■ EXERCISE REQUIREMENTS
The full set of entries is to be returned word for word.

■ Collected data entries
::::::::

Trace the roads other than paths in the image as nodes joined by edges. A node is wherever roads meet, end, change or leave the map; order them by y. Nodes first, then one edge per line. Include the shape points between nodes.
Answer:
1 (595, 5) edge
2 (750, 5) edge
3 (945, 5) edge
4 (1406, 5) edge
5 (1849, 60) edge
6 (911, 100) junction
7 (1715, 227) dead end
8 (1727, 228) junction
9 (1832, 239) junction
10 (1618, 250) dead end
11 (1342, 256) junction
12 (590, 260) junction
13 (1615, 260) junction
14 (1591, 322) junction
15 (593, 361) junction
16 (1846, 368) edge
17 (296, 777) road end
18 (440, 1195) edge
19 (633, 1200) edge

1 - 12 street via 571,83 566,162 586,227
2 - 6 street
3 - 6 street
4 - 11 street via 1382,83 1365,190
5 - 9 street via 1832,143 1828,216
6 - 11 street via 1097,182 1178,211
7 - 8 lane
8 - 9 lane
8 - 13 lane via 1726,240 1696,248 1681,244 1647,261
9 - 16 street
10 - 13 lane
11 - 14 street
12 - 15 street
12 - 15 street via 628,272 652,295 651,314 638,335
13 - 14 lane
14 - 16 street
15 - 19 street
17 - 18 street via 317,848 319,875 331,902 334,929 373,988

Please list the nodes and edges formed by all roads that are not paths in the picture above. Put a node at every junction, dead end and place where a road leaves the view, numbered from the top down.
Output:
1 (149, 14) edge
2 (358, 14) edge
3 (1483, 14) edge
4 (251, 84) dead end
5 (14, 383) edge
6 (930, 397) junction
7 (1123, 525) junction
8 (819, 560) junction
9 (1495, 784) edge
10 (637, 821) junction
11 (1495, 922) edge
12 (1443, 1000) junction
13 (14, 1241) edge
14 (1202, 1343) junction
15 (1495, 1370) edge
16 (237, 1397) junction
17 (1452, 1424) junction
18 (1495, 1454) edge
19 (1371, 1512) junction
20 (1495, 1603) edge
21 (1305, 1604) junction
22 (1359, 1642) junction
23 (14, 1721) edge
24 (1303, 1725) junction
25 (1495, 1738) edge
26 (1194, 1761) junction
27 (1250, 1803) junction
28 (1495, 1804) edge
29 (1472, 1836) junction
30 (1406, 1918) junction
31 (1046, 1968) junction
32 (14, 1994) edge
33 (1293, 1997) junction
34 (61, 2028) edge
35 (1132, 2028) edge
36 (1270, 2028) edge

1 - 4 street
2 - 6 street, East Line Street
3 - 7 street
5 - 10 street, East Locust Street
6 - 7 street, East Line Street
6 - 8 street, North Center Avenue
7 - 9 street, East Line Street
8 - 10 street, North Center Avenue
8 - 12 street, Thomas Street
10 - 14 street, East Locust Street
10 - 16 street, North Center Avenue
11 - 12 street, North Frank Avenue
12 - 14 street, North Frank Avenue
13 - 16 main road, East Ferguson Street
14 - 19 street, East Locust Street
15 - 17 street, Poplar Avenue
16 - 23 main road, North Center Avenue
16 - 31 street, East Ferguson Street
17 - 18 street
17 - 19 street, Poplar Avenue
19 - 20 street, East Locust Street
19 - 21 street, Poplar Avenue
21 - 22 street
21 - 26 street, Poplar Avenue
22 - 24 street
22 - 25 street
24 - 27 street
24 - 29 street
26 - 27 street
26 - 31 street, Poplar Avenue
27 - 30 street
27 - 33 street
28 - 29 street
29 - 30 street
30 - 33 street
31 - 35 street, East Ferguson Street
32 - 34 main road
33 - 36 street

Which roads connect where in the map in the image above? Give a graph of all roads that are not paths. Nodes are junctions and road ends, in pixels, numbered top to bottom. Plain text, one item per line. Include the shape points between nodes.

::::::::

■ RESPONSE AREA
Trace the roads other than paths in the image as nodes joined by edges. A node is wherever roads meet, end, change or leave the map; order them by y. Nodes first, then one edge per line. Include the shape points between nodes.
Answer:
1 (595, 5) edge
2 (750, 5) edge
3 (945, 5) edge
4 (1406, 5) edge
5 (1849, 60) edge
6 (911, 100) junction
7 (1715, 227) dead end
8 (1727, 228) junction
9 (1832, 239) junction
10 (1618, 250) dead end
11 (1342, 256) junction
12 (590, 260) junction
13 (1615, 260) junction
14 (1591, 322) junction
15 (593, 361) junction
16 (1846, 368) edge
17 (296, 777) road end
18 (440, 1195) edge
19 (633, 1200) edge

1 - 12 street via 571,83 566,162 586,227
2 - 6 street
3 - 6 street
4 - 11 street via 1382,83 1365,190
5 - 9 street via 1832,143 1828,216
6 - 11 street via 1097,182 1178,211
7 - 8 lane
8 - 9 lane
8 - 13 lane via 1726,240 1696,248 1681,244 1647,261
9 - 16 street
10 - 13 lane
11 - 14 street
12 - 15 street
12 - 15 street via 628,272 652,295 651,314 638,335
13 - 14 lane
14 - 16 street
15 - 19 street
17 - 18 street via 317,848 319,875 331,902 334,929 373,988

Please list the nodes and edges formed by all roads that are not paths in the picture above. Put a node at every junction, dead end and place where a road leaves the view, numbered from the top down.
Output:
1 (149, 14) edge
2 (358, 14) edge
3 (1483, 14) edge
4 (251, 84) dead end
5 (14, 383) edge
6 (930, 397) junction
7 (1123, 525) junction
8 (819, 560) junction
9 (1495, 784) edge
10 (637, 821) junction
11 (1495, 922) edge
12 (1443, 1000) junction
13 (14, 1241) edge
14 (1202, 1343) junction
15 (1495, 1370) edge
16 (237, 1397) junction
17 (1452, 1424) junction
18 (1495, 1454) edge
19 (1371, 1512) junction
20 (1495, 1603) edge
21 (1305, 1604) junction
22 (1359, 1642) junction
23 (14, 1721) edge
24 (1303, 1725) junction
25 (1495, 1738) edge
26 (1194, 1761) junction
27 (1250, 1803) junction
28 (1495, 1804) edge
29 (1472, 1836) junction
30 (1406, 1918) junction
31 (1046, 1968) junction
32 (14, 1994) edge
33 (1293, 1997) junction
34 (61, 2028) edge
35 (1132, 2028) edge
36 (1270, 2028) edge

1 - 4 street
2 - 6 street, East Line Street
3 - 7 street
5 - 10 street, East Locust Street
6 - 7 street, East Line Street
6 - 8 street, North Center Avenue
7 - 9 street, East Line Street
8 - 10 street, North Center Avenue
8 - 12 street, Thomas Street
10 - 14 street, East Locust Street
10 - 16 street, North Center Avenue
11 - 12 street, North Frank Avenue
12 - 14 street, North Frank Avenue
13 - 16 main road, East Ferguson Street
14 - 19 street, East Locust Street
15 - 17 street, Poplar Avenue
16 - 23 main road, North Center Avenue
16 - 31 street, East Ferguson Street
17 - 18 street
17 - 19 street, Poplar Avenue
19 - 20 street, East Locust Street
19 - 21 street, Poplar Avenue
21 - 22 street
21 - 26 street, Poplar Avenue
22 - 24 street
22 - 25 street
24 - 27 street
24 - 29 street
26 - 27 street
26 - 31 street, Poplar Avenue
27 - 30 street
27 - 33 street
28 - 29 street
29 - 30 street
30 - 33 street
31 - 35 street, East Ferguson Street
32 - 34 main road
33 - 36 street

Which roads connect where in the map in the image above? Give a graph of all roads that are not paths. Nodes are junctions and road ends, in pixels, numbered top to bottom. Plain text, one item per line. Include the shape points between nodes.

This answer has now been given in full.